Friday, December 04, 2015

Opportunity not

Last word, unless it isn't, on that Stephen Moss article. Two points.

1. In the piece, writing of the English Chess Forum, Moss writes:
A brief examination of a discussion titled "The arbiter nexus" on the English Chess Forum provides a flavour of these decades-long battles; some of these men – and they are all men...
Moss quotes, or interviews, the following:

Nigel Davies
Danny Gormally
Nigel Short
Phil Ehr
Steve Giddins
Dominic Lawson
John Saunders

a. What do they all have in common?
b. This being so, why point the finger at the forum especially?

2. The piece is very critical of this "nexus", the people who voted to remove Phil Ehr and ECF officialdom generally. They're variously described as,
clueless...small-minded...bloody stupid...grossly immature, petty, pusillanimous.
However, at no point are their reasons for acting given, nor are any of the people criticised quoted in response, even though we know that other people were interviewed as well as those quoted.

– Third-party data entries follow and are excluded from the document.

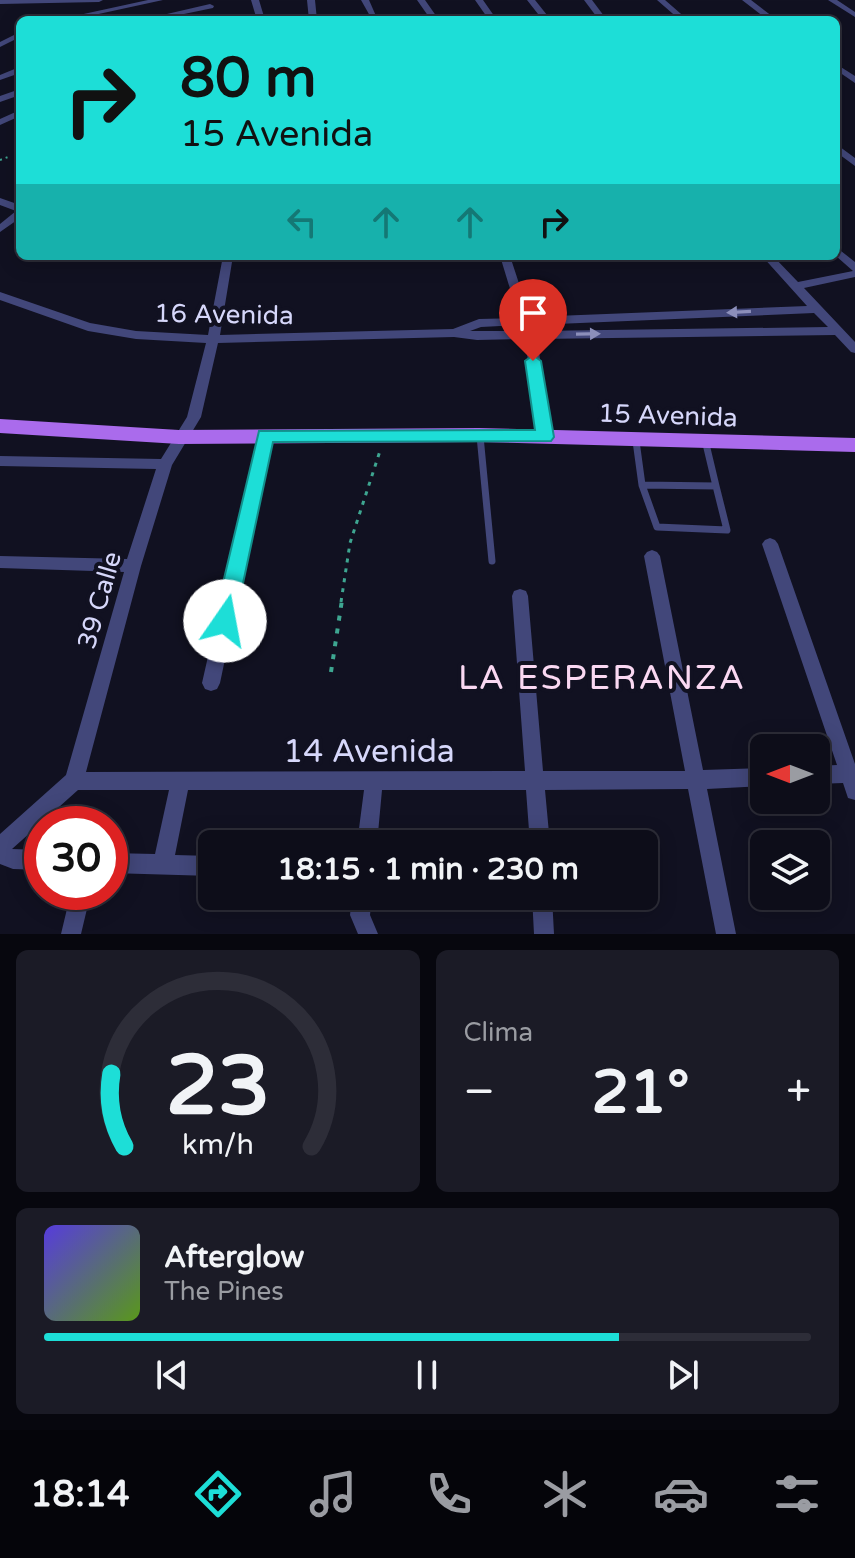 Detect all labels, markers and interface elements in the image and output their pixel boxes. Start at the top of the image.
text: 80 m [180,45,316,112]
icon: right [48,48,152,152]
text: 15 Avenida [180,113,373,156]
icon: left [280,200,324,244]
icon: ahead [364,200,408,244]
icon: ahead [448,200,492,244]
icon: right [532,200,576,244]
pin [499,279,567,361]
icon: arrive [511,291,555,335]
street label: 16 Avenida [154,298,294,331]
one-way arrow [726,306,751,319]
one-way arrow [576,328,601,341]
street label: 15 Avenida [598,398,738,433]
street label: 39 Calle [71,548,128,652]
position arrow [183,579,267,663]
district label: LA ESPERANZA [458,658,746,699]
street label: 14 Avenida [283,733,455,771]
north arrow [750,734,830,814]
map controls [750,734,830,910]
speed limit sign: 30 [24,806,128,910]
button: layers [750,830,830,910]
text: 18:15 · 1 min · 230 m [277,851,579,888]
text: Clima [464,1017,533,1048]
text: 23 [166,1037,270,1137]
text: 21° [592,1057,690,1129]
text: − [464,1066,495,1119]
text: + [786,1066,811,1119]
text: km/h [182,1128,254,1162]
text: Afterglow [164,1239,304,1276]
text: The Pines [164,1276,284,1307]
icon: previous [150,1353,194,1397]
icon: pause [405,1353,449,1397]
icon: next [661,1353,705,1397]
icon: directions [190,1466,246,1522]
icon: music [305,1466,361,1522]
icon: phone [421,1466,477,1522]
icon: climate [537,1466,593,1522]
icon: car [653,1466,709,1522]
icon: filters [769,1466,825,1522]
text: 18:14 [30,1473,130,1516]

The Guardian's Editorial Code includes the following clause.
Is there any reason why, on this occasion, there was no "obligation to allow the subject the opportunity to respond"?

Previously:
[Grossly immature]
[The decline of the "The Decline of English Chess" article]
[Magic words]
[Myopia]

2 comments:

Anonymous said...

Some people appear to be of the mind that unless the forum contains posts which are well researched, contain no factual errors, and agree in advance with their own point of view, then it should be derided. Of course, that's not the idea of a forum. An internet forum presents the opportunity for everyone of a like interest to get together to discuss something, no matter how stupid their individual ideas might be. There is no compulsion to read everything that everyone writes there, the degree of engagement you make is entirely up to you. It is not a particularly hard concept to understand, and one can only assume that those who berate it are arrogant fuckwits of the type that believe that the world should be an Enid Blyton novel for children.

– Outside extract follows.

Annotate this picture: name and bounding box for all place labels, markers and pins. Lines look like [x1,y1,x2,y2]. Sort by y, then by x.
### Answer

Regarding the Gaurdian's article, it is unquestionably suffering from some degree of slant. I imagine it is possible to use their own forums to debate the piece.

-the blueweasel

Anonymous said...

There's quite a bit of comment at
http://www.theguardian.com/sport/2015/nov/20/grandmaster-crash-how-english-chess-pawned-its-future#comments
Some well known names from the past added their thoughts.